Durban - The mother of a seven-year-old Chatsworth boy who was killed because it was thought he was a tiger,asked the Durban Regional Court on Thursday to sentence the man responsible to life and “throw away the key”.
Magistrate Trevor Levitt felt this would be too severe a sentence and unjust, as the crime was committed on the spur of the moment. He instead sentenced Sibusiso Madiya, 25, to 13 years imprisonment.
“You will have to learn that people cannot change into animals, and vice versa. This is against all the rules of physics and nature. You need to take control of yourself and realise that, otherwise you’ll find yourself in serious trouble again,” he told Madiya.
The man had pleaded not guilty in July to a charge of murder.
He told the court, through his Legal Aid attorney, Hycenth Mlotshwa, that he saw the “tiger” Grade 1 pupil Lindokuhle Mabhena approach him at a park in June last year, and thought he was going to attack him.

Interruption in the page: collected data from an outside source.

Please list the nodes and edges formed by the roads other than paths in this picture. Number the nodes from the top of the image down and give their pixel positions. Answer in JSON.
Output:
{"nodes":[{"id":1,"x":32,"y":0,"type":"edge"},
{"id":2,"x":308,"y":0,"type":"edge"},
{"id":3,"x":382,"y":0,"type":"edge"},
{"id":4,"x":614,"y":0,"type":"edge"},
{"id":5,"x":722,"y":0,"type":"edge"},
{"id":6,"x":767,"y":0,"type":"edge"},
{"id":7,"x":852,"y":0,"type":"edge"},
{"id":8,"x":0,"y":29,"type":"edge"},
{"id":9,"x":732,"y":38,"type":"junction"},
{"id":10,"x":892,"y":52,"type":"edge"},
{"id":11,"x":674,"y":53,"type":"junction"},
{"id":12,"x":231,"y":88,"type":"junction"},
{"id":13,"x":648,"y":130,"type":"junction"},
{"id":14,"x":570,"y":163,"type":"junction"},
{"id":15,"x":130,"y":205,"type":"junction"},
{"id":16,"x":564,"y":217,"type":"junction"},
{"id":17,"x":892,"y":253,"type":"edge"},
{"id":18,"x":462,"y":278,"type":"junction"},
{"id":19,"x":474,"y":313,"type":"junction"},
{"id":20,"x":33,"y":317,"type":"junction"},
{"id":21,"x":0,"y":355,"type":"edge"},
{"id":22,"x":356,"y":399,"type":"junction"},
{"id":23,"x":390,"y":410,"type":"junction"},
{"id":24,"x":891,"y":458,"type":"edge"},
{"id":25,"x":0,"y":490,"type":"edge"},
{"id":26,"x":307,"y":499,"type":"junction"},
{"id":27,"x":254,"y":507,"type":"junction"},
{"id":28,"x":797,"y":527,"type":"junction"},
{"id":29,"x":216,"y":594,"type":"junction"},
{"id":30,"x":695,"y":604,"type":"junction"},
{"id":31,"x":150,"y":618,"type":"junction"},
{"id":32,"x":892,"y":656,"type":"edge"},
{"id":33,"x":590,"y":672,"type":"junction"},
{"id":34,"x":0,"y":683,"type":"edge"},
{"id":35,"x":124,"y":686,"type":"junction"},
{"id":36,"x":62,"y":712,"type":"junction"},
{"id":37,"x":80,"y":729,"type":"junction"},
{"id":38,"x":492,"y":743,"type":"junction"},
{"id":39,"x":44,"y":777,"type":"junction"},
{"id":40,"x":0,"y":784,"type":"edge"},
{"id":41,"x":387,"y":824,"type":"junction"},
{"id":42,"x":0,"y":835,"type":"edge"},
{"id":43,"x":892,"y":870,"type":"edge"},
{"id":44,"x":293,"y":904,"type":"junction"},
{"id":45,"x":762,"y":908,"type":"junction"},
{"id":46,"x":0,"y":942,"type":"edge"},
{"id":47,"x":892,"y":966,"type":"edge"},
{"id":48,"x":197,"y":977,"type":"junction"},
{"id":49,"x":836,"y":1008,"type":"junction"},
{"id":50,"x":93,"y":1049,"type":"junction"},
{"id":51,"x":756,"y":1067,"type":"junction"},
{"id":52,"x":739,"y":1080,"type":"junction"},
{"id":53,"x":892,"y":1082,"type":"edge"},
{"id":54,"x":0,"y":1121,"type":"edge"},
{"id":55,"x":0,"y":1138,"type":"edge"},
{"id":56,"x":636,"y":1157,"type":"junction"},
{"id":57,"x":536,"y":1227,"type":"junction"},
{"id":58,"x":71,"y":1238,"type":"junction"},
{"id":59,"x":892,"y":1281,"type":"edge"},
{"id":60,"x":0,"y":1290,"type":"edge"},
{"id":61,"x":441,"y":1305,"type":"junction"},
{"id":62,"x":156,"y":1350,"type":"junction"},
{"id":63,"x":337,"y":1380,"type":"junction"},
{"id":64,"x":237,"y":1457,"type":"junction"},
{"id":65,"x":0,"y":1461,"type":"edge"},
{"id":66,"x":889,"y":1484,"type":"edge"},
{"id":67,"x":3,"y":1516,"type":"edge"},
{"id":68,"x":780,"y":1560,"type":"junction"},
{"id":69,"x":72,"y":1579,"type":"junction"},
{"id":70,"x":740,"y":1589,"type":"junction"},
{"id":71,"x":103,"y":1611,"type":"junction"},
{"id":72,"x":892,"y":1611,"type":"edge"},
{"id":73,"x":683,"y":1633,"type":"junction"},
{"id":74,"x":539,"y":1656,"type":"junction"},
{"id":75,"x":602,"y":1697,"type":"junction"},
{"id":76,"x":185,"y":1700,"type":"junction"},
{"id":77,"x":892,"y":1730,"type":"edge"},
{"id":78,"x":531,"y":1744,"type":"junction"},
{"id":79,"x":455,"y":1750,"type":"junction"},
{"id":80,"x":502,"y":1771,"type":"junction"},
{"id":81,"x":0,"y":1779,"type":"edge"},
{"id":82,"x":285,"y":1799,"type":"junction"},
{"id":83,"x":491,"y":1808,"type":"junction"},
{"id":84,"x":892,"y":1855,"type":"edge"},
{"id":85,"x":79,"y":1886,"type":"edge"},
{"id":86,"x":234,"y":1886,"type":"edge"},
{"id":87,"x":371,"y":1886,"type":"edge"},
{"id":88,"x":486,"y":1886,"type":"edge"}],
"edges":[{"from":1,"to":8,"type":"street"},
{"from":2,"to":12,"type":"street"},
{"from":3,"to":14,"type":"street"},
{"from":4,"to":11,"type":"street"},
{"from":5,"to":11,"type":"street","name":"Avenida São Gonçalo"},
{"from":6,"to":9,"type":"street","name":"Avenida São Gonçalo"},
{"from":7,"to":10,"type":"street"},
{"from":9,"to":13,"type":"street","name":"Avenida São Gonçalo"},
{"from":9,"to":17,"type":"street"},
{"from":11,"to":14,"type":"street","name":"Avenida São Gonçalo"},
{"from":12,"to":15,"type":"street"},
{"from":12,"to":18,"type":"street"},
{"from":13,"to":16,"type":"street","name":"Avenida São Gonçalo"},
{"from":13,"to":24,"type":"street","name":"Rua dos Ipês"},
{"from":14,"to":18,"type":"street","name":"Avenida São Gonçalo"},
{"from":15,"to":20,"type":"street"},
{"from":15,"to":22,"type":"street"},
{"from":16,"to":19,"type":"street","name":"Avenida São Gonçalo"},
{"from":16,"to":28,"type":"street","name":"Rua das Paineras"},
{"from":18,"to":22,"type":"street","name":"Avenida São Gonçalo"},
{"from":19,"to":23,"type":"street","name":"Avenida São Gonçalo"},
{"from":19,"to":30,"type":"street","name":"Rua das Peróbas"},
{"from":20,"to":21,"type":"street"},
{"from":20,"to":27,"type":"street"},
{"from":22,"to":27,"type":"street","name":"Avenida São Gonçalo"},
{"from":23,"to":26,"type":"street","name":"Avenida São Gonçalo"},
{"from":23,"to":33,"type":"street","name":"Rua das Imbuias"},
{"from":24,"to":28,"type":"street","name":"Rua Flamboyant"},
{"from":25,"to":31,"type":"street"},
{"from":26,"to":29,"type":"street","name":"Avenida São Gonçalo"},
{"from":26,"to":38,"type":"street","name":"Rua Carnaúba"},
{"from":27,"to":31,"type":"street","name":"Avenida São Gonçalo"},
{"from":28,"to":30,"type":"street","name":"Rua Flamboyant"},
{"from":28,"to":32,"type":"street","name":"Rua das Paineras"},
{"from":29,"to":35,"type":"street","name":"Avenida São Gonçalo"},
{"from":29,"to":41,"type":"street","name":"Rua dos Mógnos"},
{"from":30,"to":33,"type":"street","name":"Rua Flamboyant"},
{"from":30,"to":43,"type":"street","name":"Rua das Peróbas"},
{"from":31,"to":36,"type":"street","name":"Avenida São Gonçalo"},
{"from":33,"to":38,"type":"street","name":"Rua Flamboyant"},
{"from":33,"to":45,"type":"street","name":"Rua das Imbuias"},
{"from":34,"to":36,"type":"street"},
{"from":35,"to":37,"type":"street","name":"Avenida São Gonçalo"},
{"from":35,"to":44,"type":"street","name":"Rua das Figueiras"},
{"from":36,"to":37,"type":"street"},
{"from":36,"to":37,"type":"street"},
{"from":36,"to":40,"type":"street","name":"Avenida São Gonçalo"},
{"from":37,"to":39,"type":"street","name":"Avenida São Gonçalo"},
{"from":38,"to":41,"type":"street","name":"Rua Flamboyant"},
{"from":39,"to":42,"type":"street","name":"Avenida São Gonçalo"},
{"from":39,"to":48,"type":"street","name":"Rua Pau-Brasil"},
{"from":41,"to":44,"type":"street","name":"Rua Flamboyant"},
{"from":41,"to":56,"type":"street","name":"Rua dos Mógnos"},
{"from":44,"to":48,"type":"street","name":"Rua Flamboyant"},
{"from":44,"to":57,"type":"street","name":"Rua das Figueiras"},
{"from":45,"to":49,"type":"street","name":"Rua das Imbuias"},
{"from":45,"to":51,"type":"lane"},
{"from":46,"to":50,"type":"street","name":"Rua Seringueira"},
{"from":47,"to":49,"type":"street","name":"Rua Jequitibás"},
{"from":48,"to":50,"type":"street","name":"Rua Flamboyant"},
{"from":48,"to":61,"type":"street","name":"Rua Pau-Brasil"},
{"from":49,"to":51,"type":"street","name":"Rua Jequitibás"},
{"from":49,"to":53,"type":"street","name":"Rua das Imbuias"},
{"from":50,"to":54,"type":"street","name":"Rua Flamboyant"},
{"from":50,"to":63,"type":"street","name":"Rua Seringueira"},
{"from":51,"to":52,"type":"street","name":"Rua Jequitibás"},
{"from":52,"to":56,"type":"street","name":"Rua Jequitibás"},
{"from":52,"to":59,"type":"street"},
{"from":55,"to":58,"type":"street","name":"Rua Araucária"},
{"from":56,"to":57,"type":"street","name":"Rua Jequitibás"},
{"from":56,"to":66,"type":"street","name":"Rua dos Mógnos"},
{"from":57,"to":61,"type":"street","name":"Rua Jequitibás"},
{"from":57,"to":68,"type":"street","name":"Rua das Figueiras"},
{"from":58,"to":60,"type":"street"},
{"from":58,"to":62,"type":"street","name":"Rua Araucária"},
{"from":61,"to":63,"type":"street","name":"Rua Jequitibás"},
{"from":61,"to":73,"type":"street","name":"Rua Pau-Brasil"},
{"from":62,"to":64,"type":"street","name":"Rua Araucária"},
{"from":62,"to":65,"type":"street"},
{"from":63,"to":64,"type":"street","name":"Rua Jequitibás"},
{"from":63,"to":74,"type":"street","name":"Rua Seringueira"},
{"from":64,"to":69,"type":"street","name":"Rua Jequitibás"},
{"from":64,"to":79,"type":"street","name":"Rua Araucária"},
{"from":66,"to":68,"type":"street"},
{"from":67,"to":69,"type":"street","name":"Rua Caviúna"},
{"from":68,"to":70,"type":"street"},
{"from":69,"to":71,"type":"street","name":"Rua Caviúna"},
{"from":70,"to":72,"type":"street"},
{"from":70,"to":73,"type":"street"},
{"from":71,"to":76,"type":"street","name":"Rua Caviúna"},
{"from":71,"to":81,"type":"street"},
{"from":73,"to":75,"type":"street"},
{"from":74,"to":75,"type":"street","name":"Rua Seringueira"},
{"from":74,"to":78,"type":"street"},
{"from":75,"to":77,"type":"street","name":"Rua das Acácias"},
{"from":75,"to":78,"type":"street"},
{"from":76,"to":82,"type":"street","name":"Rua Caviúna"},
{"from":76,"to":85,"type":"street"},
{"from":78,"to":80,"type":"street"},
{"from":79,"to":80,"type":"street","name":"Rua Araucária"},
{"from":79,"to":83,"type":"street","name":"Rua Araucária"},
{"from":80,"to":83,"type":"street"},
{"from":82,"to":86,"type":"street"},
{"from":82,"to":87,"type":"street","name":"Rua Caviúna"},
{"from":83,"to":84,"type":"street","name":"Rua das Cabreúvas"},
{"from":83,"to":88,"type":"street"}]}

He stabbed the boy with a knife he had found on the ground earlier.
It was only after a group of people arrived that he realised it was not a tiger, but a human being, he said.
However, he testified on Thursday that he had killed Lindokuhle when he was a human being because he was afraid he would turn back into an animal.
On June 15, Lindo and his friends were playing at a park in Peak Street, Shallcross. As they were leaving, they saw Madiya sitting on the ground with his skateboard. Madiya had asked them to find a container for water and they obliged. He shared his juice and food with them and had lent them his skateboard to ride.
Lindokuhle had tried and fallen off, so decided to sit next to Madiya while his friends continued to play. His friends noticed him lying on the road and discovered he had been stabbed in the back of his neck.
Madiya contended that “something strange happened” and he saw the boys turn into tigers with Lindokuhle threatening to attack him. He was arrested the same day and a knife was found in his possession.
Madiya testified in his defence and said his skateboard was used as a shield when he was previously attacked. The skateboard, he said, acted as a shield again this time, and caused Lindokuhle to change back into human form.
However, Madiya still stabbed the boy because he was afraid he would transform into an animal again. He also attested to seeing a prisoner turning into a snake.
“The court cannot allow anyone to raise an absurd defence and be acquitted,” said Levitt during judgment.
Madiya said being a Rastafarian and smoking dagga did not cause him to hallucinate, and was adamant what he saw was real.
Prosecutor Krishen Shah told the court Madiya had been sent for mental observation at Fort Napier Hospital in Pietermaritzburg, and was found to be mentally fit to stand trial.
Lindokuhle’s mother, Nombulelo Mabhena, told the court his death had been very painful. She described her youngest child as being brilliant at school, who could have grown up to become a doctor, lawyer or police officer, and provide for his family. His father had died last year, before Lindokuhle’s death.
Madiya apologised and said he was remorseful.
“As you apologise to me, will you bring back my child?” she replied.
Levitt urged Madiya to accept that people cannot change into animals and vice versa, saying there were norms and standards in civil society.
He did not agree to a life sentence because he felt that there was no reason to find Madiya was beyond the stage of rehabilitation. After handing down the sentence, he addressed Mabhena, informing her of her right to make representations should Madiya apply for parole and to keep in contact with the Department of Correctional Services, providing them with her updated contact details.